Every line of the material below in which "nodes" shows up is to be located and copied.

■ ■ ■ ■ ■ ■ ■

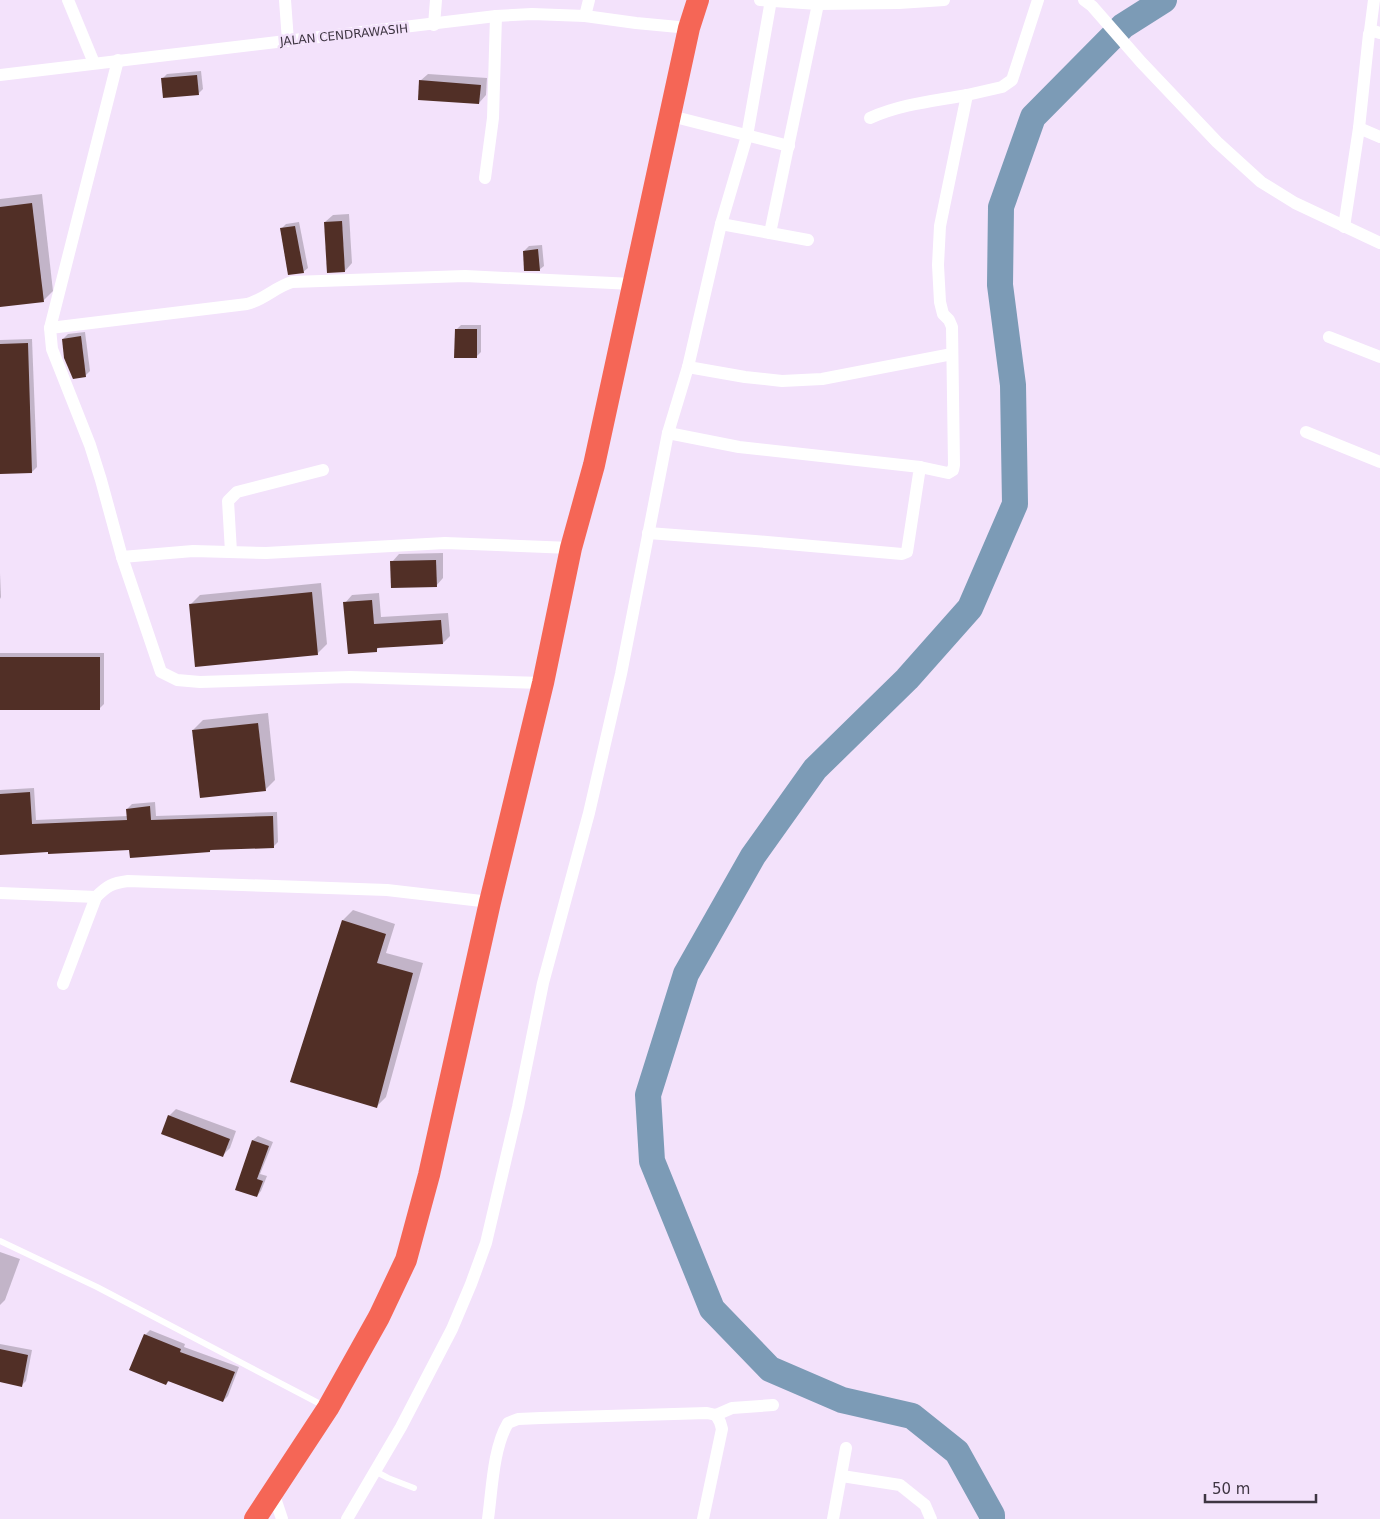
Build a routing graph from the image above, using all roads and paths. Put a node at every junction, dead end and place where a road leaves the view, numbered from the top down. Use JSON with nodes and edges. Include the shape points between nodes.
{"nodes":[{"id":1,"x":68,"y":0,"type":"edge"},
{"id":2,"x":286,"y":0,"type":"edge"},
{"id":3,"x":436,"y":0,"type":"edge"},
{"id":4,"x":589,"y":0,"type":"edge"},
{"id":5,"x":698,"y":0,"type":"edge"},
{"id":6,"x":760,"y":0,"type":"edge"},
{"id":7,"x":771,"y":0,"type":"edge"},
{"id":8,"x":944,"y":0,"type":"edge"},
{"id":9,"x":1038,"y":0,"type":"edge"},
{"id":10,"x":1374,"y":0,"type":"edge"},
{"id":11,"x":1088,"y":3,"type":"edge"},
{"id":12,"x":818,"y":4,"type":"junction"},
{"id":13,"x":496,"y":16,"type":"junction"},
{"id":14,"x":585,"y":16,"type":"junction"},
{"id":15,"x":434,"y":25,"type":"junction"},
{"id":16,"x":689,"y":28,"type":"junction"},
{"id":17,"x":1375,"y":32,"type":"edge"},
{"id":18,"x":288,"y":41,"type":"junction"},
{"id":19,"x":118,"y":60,"type":"junction"},
{"id":20,"x":94,"y":63,"type":"junction"},
{"id":21,"x":0,"y":75,"type":"edge"},
{"id":22,"x":967,"y":95,"type":"junction"},
{"id":23,"x":670,"y":116,"type":"junction"},
{"id":24,"x":870,"y":118,"type":"dead end"},
{"id":25,"x":1359,"y":128,"type":"junction"},
{"id":26,"x":747,"y":136,"type":"junction"},
{"id":27,"x":1380,"y":137,"type":"edge"},
{"id":28,"x":788,"y":146,"type":"junction"},
{"id":29,"x":485,"y":178,"type":"dead end"},
{"id":30,"x":721,"y":224,"type":"junction"},
{"id":31,"x":1344,"y":226,"type":"junction"},
{"id":32,"x":770,"y":233,"type":"junction"},
{"id":33,"x":808,"y":240,"type":"dead end"},
{"id":34,"x":1380,"y":244,"type":"edge"},
{"id":35,"x":633,"y":284,"type":"junction"},
{"id":36,"x":50,"y":328,"type":"junction"},
{"id":37,"x":1329,"y":337,"type":"dead end"},
{"id":38,"x":952,"y":354,"type":"junction"},
{"id":39,"x":1380,"y":357,"type":"edge"},
{"id":40,"x":688,"y":368,"type":"junction"},
{"id":41,"x":1306,"y":432,"type":"dead end"},
{"id":42,"x":668,"y":433,"type":"junction"},
{"id":43,"x":1380,"y":462,"type":"edge"},
{"id":44,"x":920,"y":467,"type":"junction"},
{"id":45,"x":323,"y":470,"type":"dead end"},
{"id":46,"x":648,"y":533,"type":"junction"},
{"id":47,"x":571,"y":548,"type":"junction"},
{"id":48,"x":230,"y":552,"type":"junction"},
{"id":49,"x":122,"y":557,"type":"junction"},
{"id":50,"x":543,"y":683,"type":"junction"},
{"id":51,"x":0,"y":893,"type":"edge"},
{"id":52,"x":96,"y":897,"type":"junction"},
{"id":53,"x":490,"y":902,"type":"junction"},
{"id":54,"x":63,"y":984,"type":"dead end"},
{"id":55,"x":0,"y":1241,"type":"edge"},
{"id":56,"x":773,"y":1405,"type":"dead end"},
{"id":57,"x":328,"y":1408,"type":"junction"},
{"id":58,"x":716,"y":1415,"type":"junction"},
{"id":59,"x":846,"y":1448,"type":"dead end"},
{"id":60,"x":375,"y":1471,"type":"junction"},
{"id":61,"x":842,"y":1476,"type":"junction"},
{"id":62,"x":414,"y":1488,"type":"dead end"},
{"id":63,"x":273,"y":1492,"type":"junction"},
{"id":64,"x":256,"y":1519,"type":"edge"},
{"id":65,"x":282,"y":1519,"type":"edge"},
{"id":66,"x":347,"y":1519,"type":"edge"},
{"id":67,"x":488,"y":1519,"type":"edge"},
{"id":68,"x":703,"y":1519,"type":"edge"},
{"id":69,"x":834,"y":1519,"type":"edge"},
{"id":70,"x":931,"y":1519,"type":"edge"}],
"edges":[{"from":1,"to":20,"type":"street"},
{"from":2,"to":18,"type":"street"},
{"from":3,"to":15,"type":"street"},
{"from":4,"to":14,"type":"street"},
{"from":5,"to":16,"type":"highway"},
{"from":6,"to":7,"type":"street"},
{"from":7,"to":12,"type":"street"},
{"from":7,"to":26,"type":"street"},
{"from":8,"to":12,"type":"street"},
{"from":9,"to":22,"type":"street","via":[[1012,80],[1002,87]]},
{"from":10,"to":17,"type":"street"},
{"from":11,"to":31,"type":"street","via":[[1216,142],[1261,182],[1295,203]]},
{"from":12,"to":28,"type":"street"},
{"from":13,"to":14,"type":"street","name":"JALAN CENDRAWASIH"},
{"from":13,"to":15,"type":"street","name":"JALAN CENDRAWASIH"},
{"from":13,"to":29,"type":"street","via":[[494,109]]},
{"from":14,"to":16,"type":"street","name":"JALAN CENDRAWASIH"},
{"from":15,"to":18,"type":"street","name":"JALAN CENDRAWASIH"},
{"from":16,"to":23,"type":"highway"},
{"from":17,"to":25,"type":"street"},
{"from":18,"to":19,"type":"street","name":"JALAN CENDRAWASIH"},
{"from":19,"to":20,"type":"street","name":"JALAN CENDRAWASIH"},
{"from":19,"to":36,"type":"street"},
{"from":20,"to":21,"type":"street","name":"JALAN CENDRAWASIH"},
{"from":22,"to":24,"type":"street","via":[[895,108]]},
{"from":22,"to":38,"type":"street","via":[[940,226],[940,302],[952,327]]},
{"from":23,"to":26,"type":"street"},
{"from":23,"to":35,"type":"highway"},
{"from":25,"to":27,"type":"street"},
{"from":25,"to":31,"type":"street"},
{"from":26,"to":28,"type":"street"},
{"from":26,"to":30,"type":"street"},
{"from":28,"to":32,"type":"street"},
{"from":30,"to":32,"type":"street"},
{"from":30,"to":40,"type":"street"},
{"from":31,"to":34,"type":"street"},
{"from":32,"to":33,"type":"street"},
{"from":35,"to":36,"type":"street","via":[[465,276],[292,282],[247,304]]},
{"from":35,"to":47,"type":"highway","via":[[594,465]]},
{"from":36,"to":49,"type":"street","via":[[52,349],[102,480]]},
{"from":37,"to":39,"type":"street"},
{"from":38,"to":40,"type":"street","via":[[822,379],[782,381]]},
{"from":38,"to":44,"type":"street","via":[[954,468],[948,473]]},
{"from":40,"to":42,"type":"street"},
{"from":41,"to":43,"type":"street"},
{"from":42,"to":44,"type":"street","via":[[739,447]]},
{"from":42,"to":46,"type":"street"},
{"from":44,"to":46,"type":"street","via":[[907,552],[903,554]]},
{"from":45,"to":48,"type":"street","via":[[237,492],[228,501]]},
{"from":46,"to":60,"type":"street","via":[[621,674],[589,813],[543,983],[486,1243],[452,1329]]},
{"from":47,"to":48,"type":"street","via":[[445,543],[266,553]]},
{"from":47,"to":50,"type":"highway"},
{"from":48,"to":49,"type":"street","via":[[193,551]]},
{"from":49,"to":50,"type":"street","via":[[161,672],[177,680],[350,677]]},
{"from":50,"to":53,"type":"highway"},
{"from":51,"to":52,"type":"street"},
{"from":52,"to":53,"type":"street","via":[[114,883],[128,881],[387,890]]},
{"from":52,"to":54,"type":"street"},
{"from":53,"to":57,"type":"highway","via":[[429,1175],[406,1260],[379,1317]]},
{"from":55,"to":57,"type":"lane","via":[[97,1287]]},
{"from":56,"to":58,"type":"street","via":[[732,1408]]},
{"from":57,"to":63,"type":"highway"},
{"from":58,"to":67,"type":"street","via":[[540,1418],[508,1423],[502,1433]]},
{"from":58,"to":68,"type":"street","via":[[722,1429]]},
{"from":59,"to":61,"type":"street"},
{"from":60,"to":62,"type":"lane"},
{"from":60,"to":66,"type":"street"},
{"from":61,"to":69,"type":"street"},
{"from":61,"to":70,"type":"street","via":[[900,1485],[925,1505]]},
{"from":63,"to":64,"type":"highway"},
{"from":63,"to":65,"type":"street"}]}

■ ■ ■ ■ ■ ■ ■

SOLUTION TO THIS TASK |
Build a routing graph from the image above, using all roads and paths. Put a node at every junction, dead end and place where a road leaves the view, numbered from the top down. Use JSON with nodes and edges. Include the shape points between nodes.
{"nodes":[{"id":1,"x":68,"y":0,"type":"edge"},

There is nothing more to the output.